DAQIRI is configured through a YAML file or a NetworkConfig struct built in code. Either form defines memory regions, NIC interfaces, TX/RX queues, and flow rules, and is passed to daqiri_init() at startup. The struct form is useful for customers who want to interoperate with existing configuration code.
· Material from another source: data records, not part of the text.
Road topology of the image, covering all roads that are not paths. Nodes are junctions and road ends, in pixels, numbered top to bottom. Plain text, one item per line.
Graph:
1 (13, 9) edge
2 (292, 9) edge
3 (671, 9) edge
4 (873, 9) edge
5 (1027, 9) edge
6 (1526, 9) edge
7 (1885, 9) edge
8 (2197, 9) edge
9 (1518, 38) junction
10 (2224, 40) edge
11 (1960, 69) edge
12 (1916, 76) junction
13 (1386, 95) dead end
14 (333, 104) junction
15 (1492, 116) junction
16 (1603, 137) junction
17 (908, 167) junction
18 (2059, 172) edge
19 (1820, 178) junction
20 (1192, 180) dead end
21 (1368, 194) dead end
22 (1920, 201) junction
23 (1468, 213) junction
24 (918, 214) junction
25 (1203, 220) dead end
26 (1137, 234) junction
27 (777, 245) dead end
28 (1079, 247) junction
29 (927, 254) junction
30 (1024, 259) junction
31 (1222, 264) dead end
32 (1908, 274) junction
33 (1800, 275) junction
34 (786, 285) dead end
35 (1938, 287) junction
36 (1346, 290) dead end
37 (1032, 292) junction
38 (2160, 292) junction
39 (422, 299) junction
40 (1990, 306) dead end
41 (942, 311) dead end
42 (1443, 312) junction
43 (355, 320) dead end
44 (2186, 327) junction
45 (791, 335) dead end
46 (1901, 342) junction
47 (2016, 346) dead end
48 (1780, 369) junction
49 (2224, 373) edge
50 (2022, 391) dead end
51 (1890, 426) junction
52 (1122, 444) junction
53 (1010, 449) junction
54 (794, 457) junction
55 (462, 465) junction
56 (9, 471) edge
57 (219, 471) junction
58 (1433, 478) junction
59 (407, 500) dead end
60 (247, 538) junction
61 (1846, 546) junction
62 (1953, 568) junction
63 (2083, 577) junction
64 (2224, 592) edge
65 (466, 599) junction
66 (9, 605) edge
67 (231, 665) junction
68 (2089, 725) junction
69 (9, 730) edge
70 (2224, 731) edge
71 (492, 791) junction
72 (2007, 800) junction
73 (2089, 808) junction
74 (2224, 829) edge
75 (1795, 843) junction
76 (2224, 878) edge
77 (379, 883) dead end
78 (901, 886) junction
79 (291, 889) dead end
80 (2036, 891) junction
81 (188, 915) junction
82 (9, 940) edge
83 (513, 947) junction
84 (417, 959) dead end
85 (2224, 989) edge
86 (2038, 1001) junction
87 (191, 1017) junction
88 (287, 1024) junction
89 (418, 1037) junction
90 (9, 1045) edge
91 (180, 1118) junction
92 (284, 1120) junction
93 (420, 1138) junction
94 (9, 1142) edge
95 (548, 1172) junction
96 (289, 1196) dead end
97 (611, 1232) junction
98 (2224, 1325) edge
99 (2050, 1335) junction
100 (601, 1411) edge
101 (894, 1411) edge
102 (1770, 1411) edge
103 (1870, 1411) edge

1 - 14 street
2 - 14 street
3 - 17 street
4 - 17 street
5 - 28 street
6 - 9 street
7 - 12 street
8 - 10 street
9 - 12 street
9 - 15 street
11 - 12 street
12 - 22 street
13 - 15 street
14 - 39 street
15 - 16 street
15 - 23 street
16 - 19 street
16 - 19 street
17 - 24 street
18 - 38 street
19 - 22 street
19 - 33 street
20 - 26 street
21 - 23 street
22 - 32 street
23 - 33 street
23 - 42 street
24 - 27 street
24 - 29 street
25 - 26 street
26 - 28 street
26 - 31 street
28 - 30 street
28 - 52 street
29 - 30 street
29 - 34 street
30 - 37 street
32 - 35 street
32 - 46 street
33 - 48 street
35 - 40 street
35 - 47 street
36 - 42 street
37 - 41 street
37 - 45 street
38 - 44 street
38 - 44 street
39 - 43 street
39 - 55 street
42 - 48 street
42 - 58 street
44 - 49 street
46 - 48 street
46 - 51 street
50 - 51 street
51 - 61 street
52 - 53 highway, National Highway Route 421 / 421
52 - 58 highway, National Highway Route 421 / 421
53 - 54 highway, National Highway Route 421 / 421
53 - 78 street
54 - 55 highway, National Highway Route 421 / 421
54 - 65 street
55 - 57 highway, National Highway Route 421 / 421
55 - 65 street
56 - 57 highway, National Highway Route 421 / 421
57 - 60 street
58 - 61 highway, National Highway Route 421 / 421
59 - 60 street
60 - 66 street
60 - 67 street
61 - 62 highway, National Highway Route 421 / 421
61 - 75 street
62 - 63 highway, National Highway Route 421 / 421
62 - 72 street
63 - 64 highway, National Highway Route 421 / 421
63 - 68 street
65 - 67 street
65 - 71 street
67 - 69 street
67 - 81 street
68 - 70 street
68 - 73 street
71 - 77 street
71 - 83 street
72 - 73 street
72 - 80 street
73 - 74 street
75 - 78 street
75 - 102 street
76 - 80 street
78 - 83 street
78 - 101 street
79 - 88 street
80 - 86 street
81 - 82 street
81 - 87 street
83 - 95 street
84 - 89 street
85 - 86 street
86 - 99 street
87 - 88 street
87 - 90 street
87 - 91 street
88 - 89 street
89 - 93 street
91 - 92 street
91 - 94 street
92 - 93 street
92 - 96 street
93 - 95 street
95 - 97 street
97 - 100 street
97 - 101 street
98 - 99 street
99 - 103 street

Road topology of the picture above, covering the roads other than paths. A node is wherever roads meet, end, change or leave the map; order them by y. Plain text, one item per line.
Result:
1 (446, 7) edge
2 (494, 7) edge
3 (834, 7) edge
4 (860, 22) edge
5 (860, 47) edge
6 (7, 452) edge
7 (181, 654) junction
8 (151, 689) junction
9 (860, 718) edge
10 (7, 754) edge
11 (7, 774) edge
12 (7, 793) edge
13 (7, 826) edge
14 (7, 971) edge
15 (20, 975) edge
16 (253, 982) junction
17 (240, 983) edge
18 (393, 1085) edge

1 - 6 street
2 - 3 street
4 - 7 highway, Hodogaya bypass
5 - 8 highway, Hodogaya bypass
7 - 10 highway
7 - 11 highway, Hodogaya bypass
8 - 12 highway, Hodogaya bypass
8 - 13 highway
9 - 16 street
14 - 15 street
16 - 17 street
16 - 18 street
See examples/daqiri_bench_*.yaml for complete working examples.

Common Configuration

These settings apply globally to both TX and RX:

  • version: Config version. Only 1 is valid currently.
  • type: integer
  • master_core: CPU core used to fork and join network threads. This core is not used for packet processing and can be bound to a non-isolated core. Should differ from isolated cores assigned to queues.
  • type: integer
  • manager: Backend networking library.
  • type: string
  • values: dpdk (default), rdma
  • log_level: Backend log level.
  • type: string
  • values: trace, debug, info, warn (default), error, critical, off
  • loopback: Enable software loopback for testing without a physical link.
  • type: string
  • values: "" (disabled, default), "sw" (software loopback)
  • tx_meta_buffers: Metadata buffers for transmit. One buffer is used for each burst of packets.
  • type: integer
  • default: 256
  • rx_meta_buffers: Metadata buffers for receive. One buffer is used for each burst of packets.
  • type: integer
  • default: 256

Memory Regions

memory_regions: — List of regions where packet buffers are stored. The number of regions and their kind determines the receive mode (CPU-only, header-data split, or batched GPU).

  • name: Memory region name. Referenced by queue configurations.
  • type: string
  • kind: Memory type.
  • type: string
  • values:
    • huge — CPU hugepages (recommended for CPU buffers)
    • device — GPU VRAM (discrete GPUs only; requires GPUDirect via peermem or DMA-BUF)
    • host_pinned — Pinned CPU pages allocated via cudaHostAlloc. Recommended on integrated GPUs (e.g. NVIDIA GB10 / DGX Spark), where the NIC cannot peer-DMA into device memory and CUDA reports DMA-BUF unsupported. On discrete-GPU systems, prefer device for high-throughput RX/TX paths.
    • host — Regular CPU memory (not recommended)
  • affinity: GPU ID for device memory, or NUMA node ID for CPU memory.
  • type: integer
  • access: Memory access permissions.
  • type: list
  • values: local, rdma_read, rdma_write
  • num_bufs: Number of buffers in this region. Higher values give more processing headroom but consume more memory (GPU BAR1 for device). Too low risks dropped packets on RX or higher latency on TX. Rule of thumb: 3x-5x batch_size. For the DPDK backend, num_bufs below 1.5x the NIC ring size deadlocks the worker; daqiri_init auto-bumps such MRs to 3x the ring (24576 with the default 8192) and logs a WARN.
  • type: integer
  • buf_size: Size of each buffer in bytes. Should match the expected packet size, or the segment size when using header-data split.
  • type: integer

Example: Header-Data Split

Two regions — a small CPU region for headers and a GPU region for payload:

memory_regions:
- name: "RX_CPU"
  kind: "huge"
  affinity: 0
  access:
    - local
  num_bufs: 51200
  buf_size: 64        # ETH+IP+UDP headers (~42 bytes, padded)
- name: "RX_GPU"
  kind: "device"
  affinity: 0
  access:
    - local
  num_bufs: 51200
  buf_size: 1000      # payload

Interfaces

interfaces: — List of NIC interfaces to configure.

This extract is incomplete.